What to do: Line by line, copy the entries exactly, excluding the pictures.
-- Opening Marker --
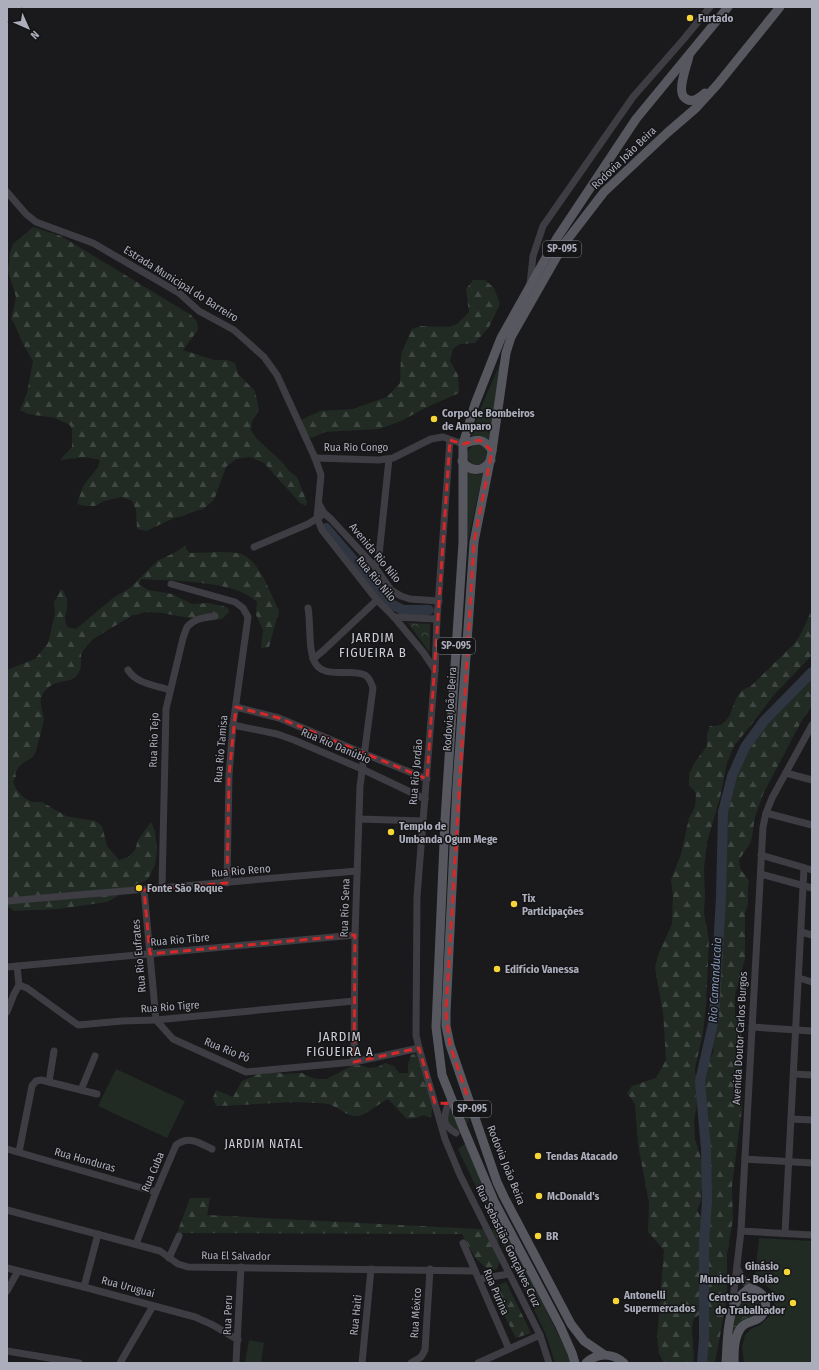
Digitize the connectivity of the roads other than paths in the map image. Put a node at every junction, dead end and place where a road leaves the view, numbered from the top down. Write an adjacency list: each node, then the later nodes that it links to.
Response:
1 (710, 7): 7 (street)
2 (728, 7): 4 (main road, Rodovia João Beira / SP-095)
3 (780, 7): 5 (main road, Rodovia João Beira / SP-095)
4 (690, 53): 5 (main road); 7 (main road, Rodovia João Beira / SP-095)
5 (717, 85): 10 (main road, Rodovia João Beira / SP-095)
6 (7, 192): 11 (street, Estrada Municipal do Barreiro)
7 (530, 288): 9 (main road, Rodovia João Beira / SP-095)
8 (450, 440): 9 (street, Rua Rio Congo); 12 (street, Rua Rio Congo); 21 (street, Rua Rio Jordão)
9 (463, 444): 10 (main road); 13 (main road, Rodovia João Beira / SP-095)
10 (492, 456): 13 (main road); 79 (main road, Rodovia João Beira / SP-095)
11 (315, 458): 12 (street, Rua Rio Congo); 14 (street, Estrada Municipal do Barreiro)
12 (389, 459): 18 (street)
13 (462, 461): 78 (main road, Rodovia João Beira / SP-095)
14 (319, 504): 15 (street, Avenida Rio Nilo); 16 (street, Estrada Municipal do Barreiro)
15 (324, 513): 16 (street); 18 (street, Avenida Rio Nilo)
16 (317, 518): 17 (street); 20 (street, Rua Rio Nilo)
17 (254, 547)
18 (375, 567): 21 (street, Avenida Rio Nilo)
19 (171, 584): 30 (street, Rua Rio Tamisa)
20 (377, 600): 24 (street, Rua Rio Nilo); 26 (street)
21 (439, 601): 25 (street, Rua Rio Jordão)
22 (308, 608): 26 (street)
23 (215, 616): 29 (street, Rua Rio Tejo)
24 (394, 617): 25 (street, Rua Rio Nilo); 28 (street)
25 (437, 619): 28 (street, Rua Rio Jordão)
26 (313, 659): 33 (street, Rua Rio Sena)
27 (128, 670): 29 (street)
28 (435, 670): 36 (street, Rua Rio Jordão)
29 (170, 690): 49 (street, Rua Rio Tejo)
30 (236, 707): 31 (street, Rua Rio Tamisa); 33 (street, Rua Rio Danúbio)
31 (234, 725): 34 (street, Rua Rio Danúbio); 47 (street, Rua Rio Tamisa)
32 (812, 725): 35 (street, Avenida Doutor Carlos Burgos)
33 (365, 754): 34 (street, Rua Rio Sena); 36 (street, Rua Rio Danúbio)
34 (362, 769): 38 (street, Rua Rio Danúbio); 40 (street, Rua Rio Sena)
35 (786, 772): 37 (street); 39 (street, Avenida Doutor Carlos Burgos)
36 (427, 779): 38 (street, Rua Rio Jordão)
37 (812, 780)
38 (425, 799): 41 (street, Rua Rio Jordão)
39 (766, 813): 42 (street); 43 (street, Avenida Doutor Carlos Burgos)
40 (359, 819): 41 (street); 45 (street, Rua Rio Sena)
41 (423, 821): 68 (street, Rua Rio Jordão)
42 (812, 825)
43 (761, 856): 44 (street); 46 (street, Avenida Doutor Carlos Burgos)
44 (808, 869): 48 (street)
45 (357, 872): 47 (street, Rua Rio Reno); 54 (street, Rua Rio Sena)
46 (761, 874): 48 (street); 65 (street, Avenida Doutor Carlos Burgos)
47 (227, 883): 49 (street, Rua Rio Reno)
48 (804, 886): 50 (street); 53 (street)
49 (162, 888): 51 (street, Rua Rio Reno)
50 (812, 888)
51 (144, 890): 52 (street, Rua Rio Reno); 56 (street, Rua Rio Eufrates)
52 (7, 901)
53 (801, 932): 55 (street); 59 (street)
54 (355, 935): 56 (street, Rua Rio Tibre); 62 (street, Rua Rio Sena)
55 (812, 935)
56 (150, 954): 57 (street, Rua Rio Tibre); 64 (street, Rua Rio Eufrates)
57 (17, 966): 58 (street, Rua Rio Tibre); 61 (street)
58 (7, 967)
59 (799, 978): 60 (street); 66 (street)
60 (812, 982)
61 (19, 985): 63 (street); 64 (street, Rua Rio Tigre)
62 (354, 1001): 64 (street, Rua Rio Tigre); 71 (street, Rua Rio Sena)
63 (7, 1012)
64 (156, 1020): 71 (street, Rua Rio Pó)
65 (752, 1027): 66 (street); 88 (street, Avenida Doutor Carlos Burgos)
66 (796, 1030): 67 (street); 72 (street)
67 (812, 1031)
68 (419, 1048): 71 (street, Rua Rio Pó); 77 (street, Rua Rio Jordão)
69 (54, 1050): 74 (street)
70 (95, 1056): 75 (street)
71 (354, 1062)
72 (794, 1074): 73 (street); 80 (street)
73 (812, 1075)
74 (49, 1082): 75 (street); 87 (street)
75 (81, 1090): 76 (street)
76 (97, 1094)
77 (435, 1103): 78 (street); 84 (street, Rua Sebastião Gonçalves Cruz)
78 (451, 1104): 79 (main road); 83 (main road, Rodovia João Beira / SP-095); 83 (street)
79 (470, 1104): 82 (main road, Rodovia João Beira / SP-095)
80 (791, 1119): 81 (street); 89 (street)
81 (812, 1120)
82 (476, 1121): 83 (main road); 119 (main road, Rodovia João Beira / SP-095)
83 (460, 1131): 84 (street); 127 (main road, Rodovia João Beira / SP-095)
84 (445, 1139): 108 (street, Rua Sebastião Gonçalves Cruz)
85 (7, 1149): 87 (street, Rua Honduras)
86 (212, 1149): 91 (street, Rua Cuba)
87 (19, 1152): 91 (street, Rua Honduras)
88 (745, 1159): 89 (street); 93 (street, Avenida Doutor Carlos Burgos)
89 (789, 1162): 90 (street); 94 (street)
90 (812, 1163)
91 (156, 1192): 99 (street, Rua Cuba)
92 (7, 1210): 95 (street, Rua El Salvador)
93 (741, 1231): 94 (street); 103 (street, Avenida Doutor Carlos Burgos)
94 (785, 1233): 96 (street)
95 (98, 1234): 99 (street, Rua El Salvador); 110 (street)
96 (812, 1235)
97 (179, 1236): 100 (street)
98 (463, 1243): 107 (street, Rua Purina)
99 (136, 1244): 100 (street, Rua El Salvador)
100 (170, 1258): 101 (street, Rua El Salvador)
101 (241, 1267): 104 (street, Rua El Salvador); 116 (street, Rua Peru)
102 (7, 1268): 106 (street, Rua Uruguai)
103 (736, 1268): 111 (street); 114 (street, Avenida Doutor Carlos Burgos)
104 (372, 1269): 105 (street, Rua El Salvador); 123 (street, Rua Haiti)
105 (430, 1269): 107 (street, Rua El Salvador); 124 (street, Rua México)
106 (18, 1271): 110 (street, Rua Uruguai); 112 (street)
107 (476, 1271): 109 (street, Rua Purina)
108 (509, 1274): 109 (street); 115 (street, Rua Sebastião Gonçalves Cruz)
109 (479, 1279): 117 (street, Rua Purina)
110 (84, 1286): 113 (street, Rua Uruguai)
111 (750, 1288): 114 (main road); 131 (main road)
112 (7, 1291)
113 (153, 1306): 116 (street, Rua Uruguai); 121 (street)
114 (731, 1312): 130 (main road, Avenida Doutor Carlos Burgos)
115 (540, 1335): 117 (street); 126 (street, Rua Sebastião Gonçalves Cruz)
116 (238, 1340): 122 (street, Rua Peru)
117 (509, 1349): 125 (street)
118 (7, 1351): 120 (street)
119 (603, 1354): 128 (main road); 129 (main road, SP-095)
120 (79, 1363)
121 (120, 1363)
122 (236, 1363)
123 (362, 1363)
124 (412, 1363)
125 (478, 1363)
126 (550, 1363)
127 (575, 1363)
128 (586, 1363)
129 (624, 1363)
130 (726, 1363)
131 (734, 1363)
-- Closing Marker --
Your solution:
Digitize the connectivity of the roads other than paths in the map image. Put a node at every junction, dead end and place where a road leaves the view, numbered from the top down. Write an adjacency list: each node, then the later nodes that it links to.
Response:
1 (710, 7): 7 (street)
2 (728, 7): 4 (main road, Rodovia João Beira / SP-095)
3 (780, 7): 5 (main road, Rodovia João Beira / SP-095)
4 (690, 53): 5 (main road); 7 (main road, Rodovia João Beira / SP-095)
5 (717, 85): 10 (main road, Rodovia João Beira / SP-095)
6 (7, 192): 11 (street, Estrada Municipal do Barreiro)
7 (530, 288): 9 (main road, Rodovia João Beira / SP-095)
8 (450, 440): 9 (street, Rua Rio Congo); 12 (street, Rua Rio Congo); 21 (street, Rua Rio Jordão)
9 (463, 444): 10 (main road); 13 (main road, Rodovia João Beira / SP-095)
10 (492, 456): 13 (main road); 79 (main road, Rodovia João Beira / SP-095)
11 (315, 458): 12 (street, Rua Rio Congo); 14 (street, Estrada Municipal do Barreiro)
12 (389, 459): 18 (street)
13 (462, 461): 78 (main road, Rodovia João Beira / SP-095)
14 (319, 504): 15 (street, Avenida Rio Nilo); 16 (street, Estrada Municipal do Barreiro)
15 (324, 513): 16 (street); 18 (street, Avenida Rio Nilo)
16 (317, 518): 17 (street); 20 (street, Rua Rio Nilo)
17 (254, 547)
18 (375, 567): 21 (street, Avenida Rio Nilo)
19 (171, 584): 30 (street, Rua Rio Tamisa)
20 (377, 600): 24 (street, Rua Rio Nilo); 26 (street)
21 (439, 601): 25 (street, Rua Rio Jordão)
22 (308, 608): 26 (street)
23 (215, 616): 29 (street, Rua Rio Tejo)
24 (394, 617): 25 (street, Rua Rio Nilo); 28 (street)
25 (437, 619): 28 (street, Rua Rio Jordão)
26 (313, 659): 33 (street, Rua Rio Sena)
27 (128, 670): 29 (street)
28 (435, 670): 36 (street, Rua Rio Jordão)
29 (170, 690): 49 (street, Rua Rio Tejo)
30 (236, 707): 31 (street, Rua Rio Tamisa); 33 (street, Rua Rio Danúbio)
31 (234, 725): 34 (street, Rua Rio Danúbio); 47 (street, Rua Rio Tamisa)
32 (812, 725): 35 (street, Avenida Doutor Carlos Burgos)
33 (365, 754): 34 (street, Rua Rio Sena); 36 (street, Rua Rio Danúbio)
34 (362, 769): 38 (street, Rua Rio Danúbio); 40 (street, Rua Rio Sena)
35 (786, 772): 37 (street); 39 (street, Avenida Doutor Carlos Burgos)
36 (427, 779): 38 (street, Rua Rio Jordão)
37 (812, 780)
38 (425, 799): 41 (street, Rua Rio Jordão)
39 (766, 813): 42 (street); 43 (street, Avenida Doutor Carlos Burgos)
40 (359, 819): 41 (street); 45 (street, Rua Rio Sena)
41 (423, 821): 68 (street, Rua Rio Jordão)
42 (812, 825)
43 (761, 856): 44 (street); 46 (street, Avenida Doutor Carlos Burgos)
44 (808, 869): 48 (street)
45 (357, 872): 47 (street, Rua Rio Reno); 54 (street, Rua Rio Sena)
46 (761, 874): 48 (street); 65 (street, Avenida Doutor Carlos Burgos)
47 (227, 883): 49 (street, Rua Rio Reno)
48 (804, 886): 50 (street); 53 (street)
49 (162, 888): 51 (street, Rua Rio Reno)
50 (812, 888)
51 (144, 890): 52 (street, Rua Rio Reno); 56 (street, Rua Rio Eufrates)
52 (7, 901)
53 (801, 932): 55 (street); 59 (street)
54 (355, 935): 56 (street, Rua Rio Tibre); 62 (street, Rua Rio Sena)
55 (812, 935)
56 (150, 954): 57 (street, Rua Rio Tibre); 64 (street, Rua Rio Eufrates)
57 (17, 966): 58 (street, Rua Rio Tibre); 61 (street)
58 (7, 967)
59 (799, 978): 60 (street); 66 (street)
60 (812, 982)
61 (19, 985): 63 (street); 64 (street, Rua Rio Tigre)
62 (354, 1001): 64 (street, Rua Rio Tigre); 71 (street, Rua Rio Sena)
63 (7, 1012)
64 (156, 1020): 71 (street, Rua Rio Pó)
65 (752, 1027): 66 (street); 88 (street, Avenida Doutor Carlos Burgos)
66 (796, 1030): 67 (street); 72 (street)
67 (812, 1031)
68 (419, 1048): 71 (street, Rua Rio Pó); 77 (street, Rua Rio Jordão)
69 (54, 1050): 74 (street)
70 (95, 1056): 75 (street)
71 (354, 1062)
72 (794, 1074): 73 (street); 80 (street)
73 (812, 1075)
74 (49, 1082): 75 (street); 87 (street)
75 (81, 1090): 76 (street)
76 (97, 1094)
77 (435, 1103): 78 (street); 84 (street, Rua Sebastião Gonçalves Cruz)
78 (451, 1104): 79 (main road); 83 (main road, Rodovia João Beira / SP-095); 83 (street)
79 (470, 1104): 82 (main road, Rodovia João Beira / SP-095)
80 (791, 1119): 81 (street); 89 (street)
81 (812, 1120)
82 (476, 1121): 83 (main road); 119 (main road, Rodovia João Beira / SP-095)
83 (460, 1131): 84 (street); 127 (main road, Rodovia João Beira / SP-095)
84 (445, 1139): 108 (street, Rua Sebastião Gonçalves Cruz)
85 (7, 1149): 87 (street, Rua Honduras)
86 (212, 1149): 91 (street, Rua Cuba)
87 (19, 1152): 91 (street, Rua Honduras)
88 (745, 1159): 89 (street); 93 (street, Avenida Doutor Carlos Burgos)
89 (789, 1162): 90 (street); 94 (street)
90 (812, 1163)
91 (156, 1192): 99 (street, Rua Cuba)
92 (7, 1210): 95 (street, Rua El Salvador)
93 (741, 1231): 94 (street); 103 (street, Avenida Doutor Carlos Burgos)
94 (785, 1233): 96 (street)
95 (98, 1234): 99 (street, Rua El Salvador); 110 (street)
96 (812, 1235)
97 (179, 1236): 100 (street)
98 (463, 1243): 107 (street, Rua Purina)
99 (136, 1244): 100 (street, Rua El Salvador)
100 (170, 1258): 101 (street, Rua El Salvador)
101 (241, 1267): 104 (street, Rua El Salvador); 116 (street, Rua Peru)
102 (7, 1268): 106 (street, Rua Uruguai)
103 (736, 1268): 111 (street); 114 (street, Avenida Doutor Carlos Burgos)
104 (372, 1269): 105 (street, Rua El Salvador); 123 (street, Rua Haiti)
105 (430, 1269): 107 (street, Rua El Salvador); 124 (street, Rua México)
106 (18, 1271): 110 (street, Rua Uruguai); 112 (street)
107 (476, 1271): 109 (street, Rua Purina)
108 (509, 1274): 109 (street); 115 (street, Rua Sebastião Gonçalves Cruz)
109 (479, 1279): 117 (street, Rua Purina)
110 (84, 1286): 113 (street, Rua Uruguai)
111 (750, 1288): 114 (main road); 131 (main road)
112 (7, 1291)
113 (153, 1306): 116 (street, Rua Uruguai); 121 (street)
114 (731, 1312): 130 (main road, Avenida Doutor Carlos Burgos)
115 (540, 1335): 117 (street); 126 (street, Rua Sebastião Gonçalves Cruz)
116 (238, 1340): 122 (street, Rua Peru)
117 (509, 1349): 125 (street)
118 (7, 1351): 120 (street)
119 (603, 1354): 128 (main road); 129 (main road, SP-095)
120 (79, 1363)
121 (120, 1363)
122 (236, 1363)
123 (362, 1363)
124 (412, 1363)
125 (478, 1363)
126 (550, 1363)
127 (575, 1363)
128 (586, 1363)
129 (624, 1363)
130 (726, 1363)
131 (734, 1363)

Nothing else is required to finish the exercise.